WORK INSTRUCTION: From the entries, copy every line that carries the string "paths".

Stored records
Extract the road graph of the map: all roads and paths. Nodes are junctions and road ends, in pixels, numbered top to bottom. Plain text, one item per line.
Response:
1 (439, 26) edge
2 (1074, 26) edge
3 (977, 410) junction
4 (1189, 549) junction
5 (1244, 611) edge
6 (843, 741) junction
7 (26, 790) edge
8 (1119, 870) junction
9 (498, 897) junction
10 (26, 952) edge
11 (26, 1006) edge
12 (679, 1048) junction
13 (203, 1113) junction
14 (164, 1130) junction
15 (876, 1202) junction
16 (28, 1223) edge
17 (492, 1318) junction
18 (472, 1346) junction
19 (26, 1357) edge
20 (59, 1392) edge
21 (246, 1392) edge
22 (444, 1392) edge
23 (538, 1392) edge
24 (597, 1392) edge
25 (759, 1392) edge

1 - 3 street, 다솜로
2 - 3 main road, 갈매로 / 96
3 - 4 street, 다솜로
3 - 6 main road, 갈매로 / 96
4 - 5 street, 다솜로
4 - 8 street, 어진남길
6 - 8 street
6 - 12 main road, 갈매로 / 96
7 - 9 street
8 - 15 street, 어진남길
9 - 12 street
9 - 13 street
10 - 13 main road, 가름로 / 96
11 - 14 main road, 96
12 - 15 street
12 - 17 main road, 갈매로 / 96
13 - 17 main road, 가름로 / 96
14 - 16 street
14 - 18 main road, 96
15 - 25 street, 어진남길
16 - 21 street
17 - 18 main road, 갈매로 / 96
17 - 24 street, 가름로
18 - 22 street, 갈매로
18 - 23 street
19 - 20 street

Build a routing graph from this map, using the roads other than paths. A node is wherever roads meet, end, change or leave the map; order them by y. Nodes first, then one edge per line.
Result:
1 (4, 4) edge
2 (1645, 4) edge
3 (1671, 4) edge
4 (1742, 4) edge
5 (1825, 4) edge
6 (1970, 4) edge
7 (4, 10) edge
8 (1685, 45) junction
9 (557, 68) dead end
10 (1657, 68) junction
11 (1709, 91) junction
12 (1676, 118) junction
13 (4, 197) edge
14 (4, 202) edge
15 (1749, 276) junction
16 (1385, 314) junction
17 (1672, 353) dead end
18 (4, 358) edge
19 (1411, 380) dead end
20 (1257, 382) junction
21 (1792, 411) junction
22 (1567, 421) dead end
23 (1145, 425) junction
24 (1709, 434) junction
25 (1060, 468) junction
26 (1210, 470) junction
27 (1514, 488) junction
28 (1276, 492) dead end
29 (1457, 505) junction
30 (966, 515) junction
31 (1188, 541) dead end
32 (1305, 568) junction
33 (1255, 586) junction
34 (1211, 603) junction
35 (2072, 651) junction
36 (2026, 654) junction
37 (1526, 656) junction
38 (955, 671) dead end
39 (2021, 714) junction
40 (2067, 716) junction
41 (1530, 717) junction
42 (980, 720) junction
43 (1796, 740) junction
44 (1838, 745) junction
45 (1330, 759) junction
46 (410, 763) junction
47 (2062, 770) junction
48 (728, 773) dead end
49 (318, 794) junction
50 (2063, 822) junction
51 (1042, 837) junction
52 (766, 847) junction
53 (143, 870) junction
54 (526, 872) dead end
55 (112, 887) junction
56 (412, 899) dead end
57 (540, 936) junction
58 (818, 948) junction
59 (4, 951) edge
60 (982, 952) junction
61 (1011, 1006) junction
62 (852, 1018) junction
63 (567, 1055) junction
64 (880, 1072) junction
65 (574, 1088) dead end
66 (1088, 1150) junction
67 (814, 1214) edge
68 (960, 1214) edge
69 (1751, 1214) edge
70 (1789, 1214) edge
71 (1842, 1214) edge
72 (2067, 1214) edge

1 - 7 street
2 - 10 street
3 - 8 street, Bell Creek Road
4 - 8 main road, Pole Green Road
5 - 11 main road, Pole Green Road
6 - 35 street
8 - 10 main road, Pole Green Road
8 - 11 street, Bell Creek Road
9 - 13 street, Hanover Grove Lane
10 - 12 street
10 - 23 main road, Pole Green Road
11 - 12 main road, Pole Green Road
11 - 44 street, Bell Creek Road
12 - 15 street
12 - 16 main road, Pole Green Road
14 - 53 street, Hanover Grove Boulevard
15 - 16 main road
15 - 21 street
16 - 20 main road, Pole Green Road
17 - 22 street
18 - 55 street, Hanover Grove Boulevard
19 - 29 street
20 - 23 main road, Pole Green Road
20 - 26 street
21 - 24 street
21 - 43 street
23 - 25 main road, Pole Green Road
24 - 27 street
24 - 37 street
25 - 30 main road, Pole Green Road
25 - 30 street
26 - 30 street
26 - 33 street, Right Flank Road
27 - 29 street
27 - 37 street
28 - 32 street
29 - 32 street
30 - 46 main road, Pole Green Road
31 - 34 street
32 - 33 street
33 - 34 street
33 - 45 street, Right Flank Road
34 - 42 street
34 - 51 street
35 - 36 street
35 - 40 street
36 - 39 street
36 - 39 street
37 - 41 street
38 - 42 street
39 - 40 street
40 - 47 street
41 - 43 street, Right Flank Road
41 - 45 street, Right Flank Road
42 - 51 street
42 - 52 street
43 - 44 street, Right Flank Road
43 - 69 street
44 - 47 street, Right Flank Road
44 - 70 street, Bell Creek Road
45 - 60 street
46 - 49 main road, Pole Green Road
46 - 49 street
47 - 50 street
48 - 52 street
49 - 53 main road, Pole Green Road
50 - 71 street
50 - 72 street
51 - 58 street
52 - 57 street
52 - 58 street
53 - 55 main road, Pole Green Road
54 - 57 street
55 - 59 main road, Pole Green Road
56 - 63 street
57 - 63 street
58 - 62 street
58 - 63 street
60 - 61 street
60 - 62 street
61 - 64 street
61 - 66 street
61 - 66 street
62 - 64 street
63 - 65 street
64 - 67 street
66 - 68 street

TASK RESPONSE:
Extract the road graph of the map: all roads and paths. Nodes are junctions and road ends, in pixels, numbered top to bottom. Plain text, one item per line.
Build a routing graph from this map, using the roads other than paths. A node is wherever roads meet, end, change or leave the map; order them by y. Nodes first, then one edge per line.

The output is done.